The agile testing quadrants support verification and validation.
- Internal verification testing: This includes stories, manuals, functional tests, and prototypes. How you show work is done and meets the pre-defined objectives.
- External manual testing: This is testing in front of users, and seeing how they use and misuse the product. Testing with lots of people in different types of situations is important.
- Internal automated testing: Achieved through unit and integration tests with a target code coverage metric (typically > 90%)
- Tools: This includes performance, security, load testing, and penetration testing. The FDA likes to see a broad coverage of testing.
If you’re not sold on agile development yet, it has other useful aspects for software development:
- It allows you to focus on flow. You don’t have everyone working on everything at once and hoping everything comes together.
- Your focus can be limited to a specific chunk in progress.
- You can incorporate test-driven development. You know what the acceptance criteria is before you start development which helps developers know when they’re done.
- You can perform more valuable code reviews. Someone can look at each release or task worth of code in manageable chunks making code reviews more valuable and targeted.
- You can take advantage of pair programming. You can have someone double check work, which is also built in security. Multiple people understand how the code works (shared understanding). If someone leaves the project or the company, you’re not left with code no one understands.
- It allows for continuous integration.
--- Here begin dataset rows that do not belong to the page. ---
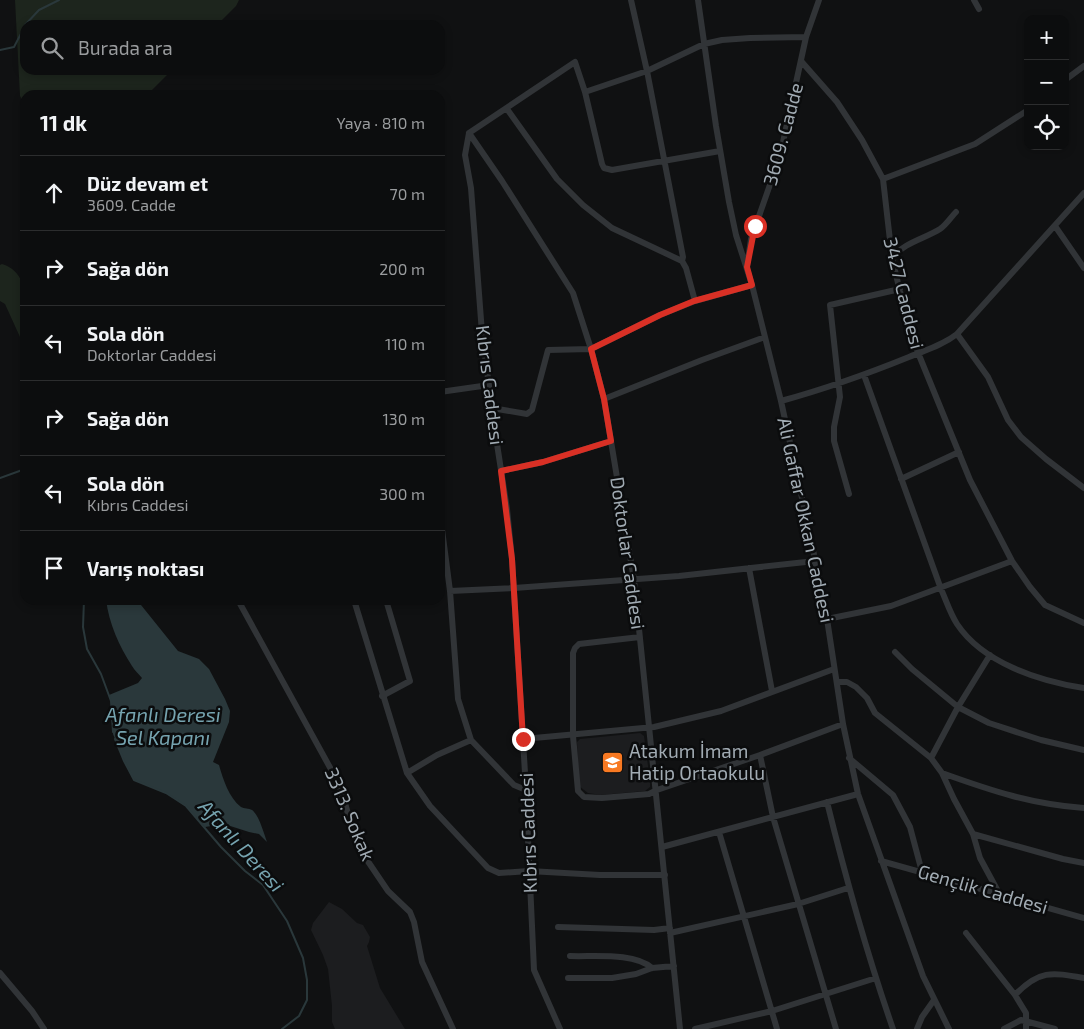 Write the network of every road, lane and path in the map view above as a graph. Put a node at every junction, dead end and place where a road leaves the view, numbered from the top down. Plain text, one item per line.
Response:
1 (631, 0) edge
2 (698, 0) edge
3 (819, 0) edge
4 (974, 0) edge
5 (979, 9) dead end
6 (806, 37) junction
7 (704, 44) junction
8 (802, 61) junction
9 (1084, 66) edge
10 (647, 70) junction
11 (1069, 77) edge
12 (585, 92) junction
13 (507, 109) junction
14 (1024, 113) edge
15 (469, 133) junction
16 (720, 151) junction
17 (664, 160) junction
18 (883, 179) junction
19 (1084, 193) edge
20 (956, 212) dead end
21 (1055, 226) junction
22 (892, 258) junction
23 (682, 261) junction
24 (747, 267) junction
25 (1084, 268) edge
26 (752, 285) junction
27 (900, 289) junction
28 (694, 301) junction
29 (957, 334) junction
30 (765, 337) junction
31 (591, 349) junction
32 (918, 353) junction
33 (864, 375) junction
34 (839, 384) junction
35 (489, 385) junction
36 (445, 391) edge
37 (604, 399) junction
38 (781, 401) junction
39 (492, 408) junction
40 (611, 441) junction
41 (959, 452) junction
42 (501, 471) junction
43 (901, 479) junction
44 (1084, 488) edge
45 (849, 494) dead end
46 (445, 558) edge
47 (815, 561) junction
48 (1012, 561) junction
49 (749, 568) junction
50 (634, 580) junction
51 (514, 588) junction
52 (941, 588) junction
53 (450, 591) junction
54 (241, 605) edge
55 (355, 605) edge
56 (387, 605) edge
57 (827, 619) junction
58 (1084, 623) edge
59 (640, 637) junction
60 (895, 652) dead end
61 (990, 655) junction
62 (834, 669) junction
63 (837, 682) junction
64 (1084, 688) edge
65 (772, 691) junction
66 (382, 696) junction
67 (958, 707) junction
68 (843, 724) junction
69 (650, 727) junction
70 (573, 736) junction
71 (523, 739) junction
72 (471, 740) junction
73 (1084, 750) edge
74 (760, 756) junction
75 (850, 758) junction
76 (930, 758) junction
77 (407, 773) junction
78 (942, 773) junction
79 (526, 790) junction
80 (657, 790) junction
81 (858, 794) junction
82 (827, 802) junction
83 (1084, 808) edge
84 (773, 817) junction
85 (719, 832) junction
86 (973, 834) junction
87 (662, 847) junction
88 (881, 861) junction
89 (1084, 863) edge
90 (529, 871) junction
91 (922, 872) junction
92 (665, 875) junction
93 (848, 888) junction
94 (1000, 894) junction
95 (798, 904) junction
96 (745, 915) junction
97 (1084, 918) edge
98 (558, 927) dead end
99 (670, 930) junction
100 (966, 933) dead end
101 (570, 956) dead end
102 (674, 966) junction
103 (652, 968) junction
104 (0, 973) edge
105 (568, 978) dead end
106 (876, 978) junction
107 (1084, 978) edge
108 (825, 995) junction
109 (1015, 995) junction
110 (934, 1000) junction
111 (772, 1011) junction
112 (1027, 1021) junction
113 (44, 1029) edge
114 (453, 1029) edge
115 (560, 1029) edge
116 (680, 1029) edge
117 (695, 1029) edge
118 (777, 1029) edge
119 (836, 1029) edge
120 (893, 1029) edge
121 (917, 1029) edge
122 (949, 1029) edge
123 (1004, 1029) edge
124 (1026, 1029) edge
125 (1055, 1029) edge

1 - 10 street
2 - 7 street, Ali Gaffar Okkan Caddesi
3 - 6 street, 3609. Cadde
4 - 5 street
6 - 7 street
6 - 8 street, 3609. Cadde
7 - 10 street
7 - 16 street, Ali Gaffar Okkan Caddesi
8 - 18 street, 3427 Caddesi
8 - 24 street, 3609. Cadde
9 - 11 street
10 - 12 street
10 - 17 street
12 - 13 street
12 - 17 street
13 - 15 street
13 - 23 street
14 - 18 street
15 - 31 street, Doktorlar Caddesi
15 - 35 street, Kıbrıs Caddesi
16 - 17 street
16 - 24 street, Ali Gaffar Okkan Caddesi
17 - 23 street
18 - 22 street, 3427 Caddesi
19 - 21 street
20 - 22 street
21 - 25 street
21 - 29 street
22 - 27 street, 3427 Caddesi
23 - 28 street
24 - 26 street, Ali Gaffar Okkan Caddesi
26 - 28 street
26 - 30 street, Ali Gaffar Okkan Caddesi
27 - 32 street, 3427 Caddesi
27 - 34 street
28 - 31 street
29 - 32 street
29 - 44 street
30 - 37 street
30 - 38 street, Ali Gaffar Okkan Caddesi
31 - 37 street, Doktorlar Caddesi
31 - 39 street
32 - 33 street
32 - 41 street, 3427 Caddesi
33 - 34 street
33 - 43 street
34 - 38 street
34 - 45 street
35 - 36 street
35 - 39 street, Kıbrıs Caddesi
37 - 40 street, Doktorlar Caddesi
38 - 47 street, Ali Gaffar Okkan Caddesi
39 - 42 street, Kıbrıs Caddesi
40 - 42 street
40 - 50 street, Doktorlar Caddesi
41 - 43 street
41 - 48 street, 3427 Caddesi
42 - 51 street, Kıbrıs Caddesi
43 - 52 street
46 - 53 street
47 - 49 street
47 - 57 street, Ali Gaffar Okkan Caddesi
48 - 52 street
48 - 58 street, 3427 Caddesi
49 - 50 street
49 - 65 street
50 - 51 street
50 - 59 street, Doktorlar Caddesi
51 - 53 street
51 - 71 street, Kıbrıs Caddesi
52 - 57 street
52 - 61 street
53 - 72 street
54 - 114 street, 3313. Sokak
55 - 66 street
56 - 66 street
57 - 62 street, Ali Gaffar Okkan Caddesi
59 - 69 street, Doktorlar Caddesi
59 - 70 street
60 - 67 street
61 - 64 street
61 - 67 street
62 - 63 street, Ali Gaffar Okkan Caddesi
62 - 65 street
63 - 68 street, Ali Gaffar Okkan Caddesi
63 - 76 street
65 - 69 street
66 - 77 street
67 - 73 street
67 - 76 street
68 - 74 street
68 - 75 street, Ali Gaffar Okkan Caddesi
69 - 70 street
69 - 80 street, Doktorlar Caddesi
70 - 71 street
70 - 80 street
71 - 79 street, Kıbrıs Caddesi
72 - 77 street
72 - 79 street
74 - 80 street
74 - 84 street
75 - 81 street, Ali Gaffar Okkan Caddesi
75 - 91 street
76 - 78 street
77 - 90 street
78 - 83 street
78 - 86 street
79 - 90 street, Kıbrıs Caddesi
80 - 87 street, Doktorlar Caddesi
81 - 82 street
81 - 88 street, Ali Gaffar Okkan Caddesi
82 - 84 street
82 - 93 street
84 - 85 street
84 - 95 street
85 - 87 street
85 - 96 street
86 - 89 street
86 - 94 street
87 - 92 street, Doktorlar Caddesi
88 - 91 street, Gençlik Caddesi
88 - 110 street, Ali Gaffar Okkan Caddesi
90 - 92 street
90 - 115 street, Kıbrıs Caddesi
91 - 94 street, Gençlik Caddesi
92 - 99 street, Doktorlar Caddesi
93 - 95 street
93 - 106 street
94 - 97 street, Gençlik Caddesi
95 - 96 street
95 - 108 street
96 - 99 street
96 - 111 street
98 - 99 street
99 - 102 street, Doktorlar Caddesi
100 - 109 street
101 - 103 street
102 - 103 street
102 - 116 street, Doktorlar Caddesi
103 - 105 street
104 - 113 street
106 - 108 street
106 - 120 street
107 - 109 street
108 - 111 street
108 - 119 street
109 - 112 street
110 - 121 street
110 - 122 street, Ali Gaffar Okkan Caddesi
111 - 117 street
111 - 118 street
112 - 123 street
112 - 124 street
112 - 125 street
You can make sure everything is working together continuously to catch bugs early and often, rather than at the end.
- Building automated tests as you go is a valuable tool for evaluating the quality of your code iteratively over time that results in a very robust regression testing tool that can live with the software.
As long as you use technology the FDA understands, you can use whatever technology you want. If you’re using new and experimental technology the FDA doesn’t understand (such as artificial intelligence), expect to spend some time educating the FDA and for the process to take longer before you get approval.
Security is important for every device, but equally—and maybe even more important—for medical devices. Security holes leave patients vulnerable to outside influences or influencers.
One well-known case is from Johnson & Johnson’s insulin pump with a controller. There was absolutely no encryption built in between the pump and controller, which allowed the key to be available to anyone. There was no protection from relay attacks. A hacker could insert bad code and strings and replay it back to the pump.
The advice that you get from the consumer market is applicable to the medical-device field. For example, account setup, password control, and authenticating. Don’t overlook the security aspect of your software.
Other things you’re exposed to in the medical device development field:
- Document all the details of the design and development. You must document every step you’ve taken and maintain that documentation through 10 years after the lifetime of your device or product. Use technology to your advantage here. If an automated documentation tool can output an HTML report for a task in a human-readable format, use it! Automatically generating a report or using self-documenting APIs can save a lot of time.
- Validate your tools and software. You need to prove that the tools you’re using can be trusted to verify your software. Lock in versions and dependencies of your tools and document them. If you upgrade, you’ll need to retest, and re-document.
- Be prepared to be patient. FDA approvals can take years. And you may see your product or device never getting approved.
- Be innovative, but not too innovative. You can experiment in controlled, approved environments—not in the market with live people.